3.6 Functional groups analysis by infrared spectroscopy (FT-IR) in mandibular bone

FTIR spectroscopy is a reliable technique used to analyze the structural characteristics of biomaterials (Paschalis et al., 2011; Kowalczuk and Pitucha, 2019). The chemical composition of structures can be assessed and correlated with treatments and pathologies by analyzing the spectrum profile and specific band area ratios (Verdelis et al., 2007; Lubarsky et al., 2012; Liu et al., 2014; Orilisi et al., 2021). The characterization of functional groups for the mandibular bone samples using FT-IR showed similar spectra corresponding to the spectrum of commercial HPA (Figure 9). The inorganic signal in the absorbed band was between 2600 and 3600 cm^-1, with a more pronounced peak at 3570 cm^-1 and a weaker peak at 630 cm^-1. Meanwhile, the organic signals range from 2850 to 3000/1553.5/1245.9 and 1645.5 cm^-1 for the carbonyl groups (C = O).

FIGURE 9

Figure 9 Functional groups analysis by Infrared spectroscopy (FT-IR) in mandibular bone. (A) Normal fish (green spectrum). (B) Deformed fish (red spectrum). (C). Commercial HPA (black spectrum). FT-IR spectrometer TENSOR 27, Bruker, Munich, Germany.

3.7 Bone gene expression

We divided the expression analysis into three gene groups according to their functionality: 1) transcription factors Runx2 and Osx (Figure 10A), osteogenic proteins Bmp2, Bmp4 (Figure 10B), and bone matrix proteins Alp, Col-I, and Ocn (Figure 10C), using Ef1a as the endogenous control. Our results showed decreased expression of Runx2, Alp, and Ocn, while observing increased expression of Col-I, Bmp2, and Osx. Bmp4 levels were reduced. The values obtained for Shh were undetermined and, therefore, not included in this work.

FIGURE 10

Figure 10 Bone gene expression. (A) Transcription factors, (B) osteogenic proteins and (C) bone matrix proteins mRNA Fold change was expressed as fold change using the ^ΔΔCt method in deformed fish with respect to the normal fish (calibrator). Bars represent mean ± SD values of fold change per group; a: significant differences (p<0.05) with normal fish. *Significant differences between groups (P<0.05).

4 Discussion

Successful genetic modification initiatives have been implemented in various salmonid species to enhance the production of commercially significant characteristics (Gjedrem, 2000; Gjedrem, 2012). However, the potential adverse outcome of selective breeding has been the accumulation of inbreeding (Robertson, 1961). In fact, there is a lot of inbreeding among rainbow trout because of the selective breeding for desirable traits in small, isolated populations (D’Ambrosio et al., 2019). Prior studies have demonstrated notable negative impacts of inbreeding on the weight of female rainbow trout and the weight of their spawn (Kincaid, 1983), as well as on the number of eggs produced and the age at which spawning occurs (Su et al., 1996). In addition, Chilean studies have shown that the breeding effort has shown significant genetic improvement in body weight at harvest, with an increase of approximately 10 to 13% per generation (Neira et al., 2006; Yañez et al., 2014).
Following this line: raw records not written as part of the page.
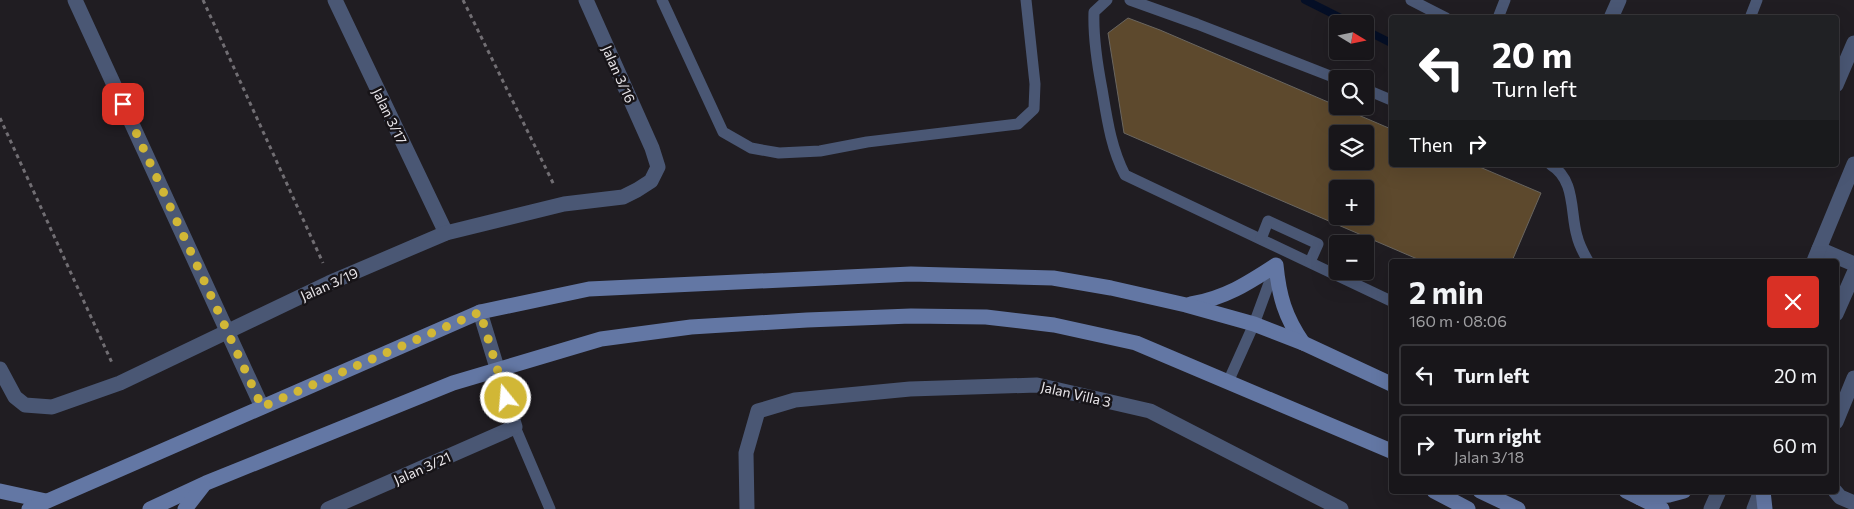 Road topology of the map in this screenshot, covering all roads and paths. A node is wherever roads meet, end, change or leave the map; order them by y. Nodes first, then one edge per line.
1 (75, 0) edge
2 (203, 0) edge
3 (334, 0) edge
4 (463, 0) edge
5 (586, 0) edge
6 (662, 0) edge
7 (1026, 0) edge
8 (1107, 0) edge
9 (1130, 0) edge
10 (1411, 0) edge
11 (1505, 0) edge
12 (1619, 0) edge
13 (1757, 0) edge
14 (1440, 15) edge
15 (1499, 15) edge
16 (1612, 15) edge
17 (1751, 15) edge
18 (1854, 43) edge
19 (1329, 75) edge
20 (1839, 78) edge
21 (1374, 93) edge
22 (1389, 99) edge
23 (0, 118) edge
24 (652, 148) joint
25 (1854, 164) edge
26 (1555, 167) edge
27 (564, 204) junction
28 (446, 233) junction
29 (1260, 239) junction
30 (1282, 249) junction
31 (1816, 255) edge
32 (1587, 259) edge
33 (1833, 259) edge
34 (1839, 260) edge
35 (1310, 262) junction
36 (1854, 264) edge
37 (1276, 265) junction
38 (1854, 273) edge
39 (329, 283) junction
40 (1389, 300) edge
41 (1186, 304) junction
42 (1839, 307) edge
43 (480, 312) junction
44 (1254, 324) junction
45 (226, 331) junction
46 (1303, 343) junction
47 (0, 369) edge
48 (498, 369) junction
49 (1854, 378) edge
50 (1228, 382) junction
51 (120, 383) junction
52 (1389, 383) edge
53 (1850, 397) edge
54 (262, 407) junction
55 (1839, 417) edge
56 (515, 427) junction
57 (1389, 450) edge
58 (206, 483) junction
59 (0, 491) edge
60 (1440, 494) edge
61 (1486, 494) edge
62 (1632, 494) edge
63 (1673, 494) edge
64 (1718, 494) edge
65 (1761, 494) edge
66 (1763, 494) edge
67 (1838, 494) edge
68 (1640, 498) junction
69 (46, 501) junction
70 (1854, 503) edge
71 (29, 509) edge
72 (150, 509) edge
73 (185, 509) edge
74 (328, 509) edge
75 (550, 509) edge
76 (746, 509) edge
77 (1341, 509) edge
78 (1468, 509) edge
79 (1518, 509) edge
80 (1662, 509) edge
81 (1711, 509) edge
82 (1754, 509) edge
83 (1766, 509) edge

1 - 45 street
2 - 39 path
3 - 28 street, Jalan 3/17
4 - 27 path
5 - 24 street, Jalan 3/16
6 - 7 lane
8 - 29 lane
9 - 19 lane
10 - 14 lane
11 - 15 lane
12 - 16 street
13 - 17 lane
18 - 20 street
21 - 22 lane
23 - 51 path
24 - 27 street, Jalan 3/19
25 - 31 street
26 - 32 lane
27 - 28 street, Jalan 3/19
28 - 39 street, Jalan 3/19
29 - 30 lane
29 - 35 lane
30 - 35 lane
30 - 37 lane
31 - 33 street
34 - 36 street
35 - 40 lane
37 - 41 street
37 - 44 lane
37 - 46 street
38 - 42 street
39 - 45 street, Jalan 3/19
41 - 43 street
41 - 44 street
43 - 48 street
43 - 54 street
44 - 46 street
44 - 50 lane
45 - 51 street, Jalan 3/19
45 - 54 street
46 - 52 street
47 - 51 street, Jalan 3/19
48 - 50 street
48 - 56 street
48 - 58 street
49 - 53 street
50 - 57 street
53 - 55 street
54 - 69 street
56 - 74 street, Jalan 3/21
56 - 75 lane
58 - 72 street
58 - 73 street
59 - 69 street
60 - 78 street
61 - 79 street
62 - 68 street
63 - 68 street
64 - 81 street
65 - 82 street
66 - 83 street
67 - 70 street
68 - 80 street
69 - 71 street
76 - 77 street, Jalan Villa 3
Shape differences can be found in both farmed and wild fish, but they are studied more in aquaculture because they can lower the number of fish that are produced and cause financial losses (Kause et al., 2005). Genetic diversity in populations usually goes down when culture systems are in place. This can cause inbreeding depression and other problems (Aulstad and Kittelsen, 1971). Populations with inbreeding experience slower rates of growth and reproduction as well as increased vulnerability to externally caused mortality. Inbreeding can be bad for natural populations because it lowers the genetic diversity within a population (Kause et al., 2005) and increases the number of harmful alleles that people with two copies of the recessive gene often have (Keller, 2002). Although the exact cost of inbreeding is still uncertain and subject to debate (Pusey & Wolf, 1996; Crnokrak and Roff, 1999; Frommen et al., 2008), its repercussions potentially heighten the risk of extinction (Aulstad and Kittelsen, 1971; Keller, 2002; Kerniske et al., 2021).
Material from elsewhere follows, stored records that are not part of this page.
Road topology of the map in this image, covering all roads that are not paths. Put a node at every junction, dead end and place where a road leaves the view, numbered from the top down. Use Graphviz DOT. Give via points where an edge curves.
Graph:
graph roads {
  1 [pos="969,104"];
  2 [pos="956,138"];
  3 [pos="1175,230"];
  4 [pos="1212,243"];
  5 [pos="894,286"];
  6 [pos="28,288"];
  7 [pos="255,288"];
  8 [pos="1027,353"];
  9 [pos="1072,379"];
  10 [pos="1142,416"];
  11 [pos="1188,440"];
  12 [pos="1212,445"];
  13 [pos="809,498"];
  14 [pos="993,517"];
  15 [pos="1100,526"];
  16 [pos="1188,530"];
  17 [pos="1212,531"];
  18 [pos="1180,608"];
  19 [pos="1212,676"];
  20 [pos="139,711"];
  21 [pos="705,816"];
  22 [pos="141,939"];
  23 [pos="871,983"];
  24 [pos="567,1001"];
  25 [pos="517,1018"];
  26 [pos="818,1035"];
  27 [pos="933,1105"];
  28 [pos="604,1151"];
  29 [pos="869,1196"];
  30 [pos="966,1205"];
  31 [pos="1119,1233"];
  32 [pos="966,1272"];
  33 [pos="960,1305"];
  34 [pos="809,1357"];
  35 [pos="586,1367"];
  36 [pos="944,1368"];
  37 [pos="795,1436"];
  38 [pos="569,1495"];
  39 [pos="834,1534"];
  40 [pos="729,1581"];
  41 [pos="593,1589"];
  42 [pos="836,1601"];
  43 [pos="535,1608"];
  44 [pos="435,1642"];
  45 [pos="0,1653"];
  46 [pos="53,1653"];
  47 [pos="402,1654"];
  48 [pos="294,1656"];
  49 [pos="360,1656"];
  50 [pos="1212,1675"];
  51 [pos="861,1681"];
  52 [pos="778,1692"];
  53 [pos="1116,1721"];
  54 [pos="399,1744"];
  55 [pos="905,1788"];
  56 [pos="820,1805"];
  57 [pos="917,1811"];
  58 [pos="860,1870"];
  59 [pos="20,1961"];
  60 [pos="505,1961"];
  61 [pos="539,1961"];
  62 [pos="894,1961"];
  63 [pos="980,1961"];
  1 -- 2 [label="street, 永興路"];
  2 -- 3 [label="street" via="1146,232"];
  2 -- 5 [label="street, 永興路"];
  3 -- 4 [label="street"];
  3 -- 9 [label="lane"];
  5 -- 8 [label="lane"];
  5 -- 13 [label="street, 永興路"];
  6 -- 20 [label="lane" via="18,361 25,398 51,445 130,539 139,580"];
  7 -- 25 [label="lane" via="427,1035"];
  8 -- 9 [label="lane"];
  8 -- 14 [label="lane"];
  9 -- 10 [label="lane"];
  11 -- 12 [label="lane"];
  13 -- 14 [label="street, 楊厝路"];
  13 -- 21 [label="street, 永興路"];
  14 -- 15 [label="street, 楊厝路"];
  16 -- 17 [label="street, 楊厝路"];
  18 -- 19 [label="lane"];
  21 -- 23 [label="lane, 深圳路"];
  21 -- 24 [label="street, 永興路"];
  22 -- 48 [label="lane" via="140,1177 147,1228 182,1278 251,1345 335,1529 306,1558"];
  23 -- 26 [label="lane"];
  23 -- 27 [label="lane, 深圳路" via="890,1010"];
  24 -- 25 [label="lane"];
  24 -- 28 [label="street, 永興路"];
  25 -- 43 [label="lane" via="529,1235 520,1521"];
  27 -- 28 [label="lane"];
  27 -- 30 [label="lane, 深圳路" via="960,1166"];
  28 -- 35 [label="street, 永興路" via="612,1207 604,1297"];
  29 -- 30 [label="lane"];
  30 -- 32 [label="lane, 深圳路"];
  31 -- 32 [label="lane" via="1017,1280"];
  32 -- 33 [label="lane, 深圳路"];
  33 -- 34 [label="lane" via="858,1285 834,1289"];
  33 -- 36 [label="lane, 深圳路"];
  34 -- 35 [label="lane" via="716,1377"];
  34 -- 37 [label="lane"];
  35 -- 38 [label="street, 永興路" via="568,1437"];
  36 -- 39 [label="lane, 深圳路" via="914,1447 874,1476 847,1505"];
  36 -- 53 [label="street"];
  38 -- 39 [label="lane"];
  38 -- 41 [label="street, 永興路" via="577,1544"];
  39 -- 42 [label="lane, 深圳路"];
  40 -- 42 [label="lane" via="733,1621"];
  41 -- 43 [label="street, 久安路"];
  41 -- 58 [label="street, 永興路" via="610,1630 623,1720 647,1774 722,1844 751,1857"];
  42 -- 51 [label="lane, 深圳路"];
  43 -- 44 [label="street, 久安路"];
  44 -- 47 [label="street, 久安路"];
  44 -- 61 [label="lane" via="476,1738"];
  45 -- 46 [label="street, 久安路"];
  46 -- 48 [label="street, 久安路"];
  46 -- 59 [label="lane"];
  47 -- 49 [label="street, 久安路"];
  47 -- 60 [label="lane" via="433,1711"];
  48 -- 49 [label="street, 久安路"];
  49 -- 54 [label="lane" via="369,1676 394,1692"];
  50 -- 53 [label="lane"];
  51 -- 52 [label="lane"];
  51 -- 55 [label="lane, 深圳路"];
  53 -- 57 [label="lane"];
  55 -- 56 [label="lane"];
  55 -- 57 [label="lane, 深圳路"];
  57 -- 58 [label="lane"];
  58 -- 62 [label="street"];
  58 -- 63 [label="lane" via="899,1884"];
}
In Chile, the calculated genetic diversity among rainbow trout (Oncorhynchus mykiss) was estimated to be between 22% (Cárcamo et al., 2015) and 15.6-28.1% (Gajardo et al., 1998), which falls within the range previously reported for this species (Currens et al., 1990). Additionally, the average heterozygosity of 0.070 is higher than the value of 0.059 reported previously (Hershberger, 1992) for the same species. According to previous research on rainbow trout, the estimates show that the populations being studied have a lot of room to adapt and/or split apart. n these studies, genetic diversity, measured as heterozygosity, has been linked to key fitness characteristics (Danzmann et al., 1988).

Blood analysis was helpful in evaluating the physiological state of all species, especially fish. Testing constitutes a minimally invasive procedure and is also useful for evaluating new diets, changes in culture conditions, immune status, or stress related to fish farming management (Kaneko, 1997; Bellier, 2010; Li et al., 2010; Servicio Nacional de Pesca y Acuicultura (SERNAPESCA), 2023). The metabolic parameters obtained in this study showed differences between total protein content (53.26 g/L vs. 41.83 g/L, p<0.01), mainly in the globulin fraction (25.23 g/L vs. 12.69 g/L, p<0.01). This contrast was linked to a nutritional deficit in fish with mandibular deformity because they are unable to feed properly, resulting in general deterioration with decreased size and weight and a drastic loss of visceral fat.

The increased alkaline phosphatase levels reported here imply a signal of phosphorus recovery at the systemic level (10.44 mmol/L and 7.57 mmol/L, p< 0.001). In addition, it relates to renal reabsorption and removal by the action of enzymes (Fernández-Tresguerres et al., 2006). Calcium levels presented differences between the control (9.96 mmol/L) and the deformed fish group (9.14 mmol/L, p<0.001). While calcium is absorbed from the diet and through the gills, skin, and fins from the water, the soluble phosphorus forms are absorbed from the water, therefore, the most crucial pathway of phosphorus uptake comes from food, and its deficiency has been associated with demineralization and deformity (Organización de la Naciones Unidas para la Alimentación y la Agricultura (FAO), 2023; Witten et al., 2015; Rojas et al., 2016; Baejverjord et al., 2019).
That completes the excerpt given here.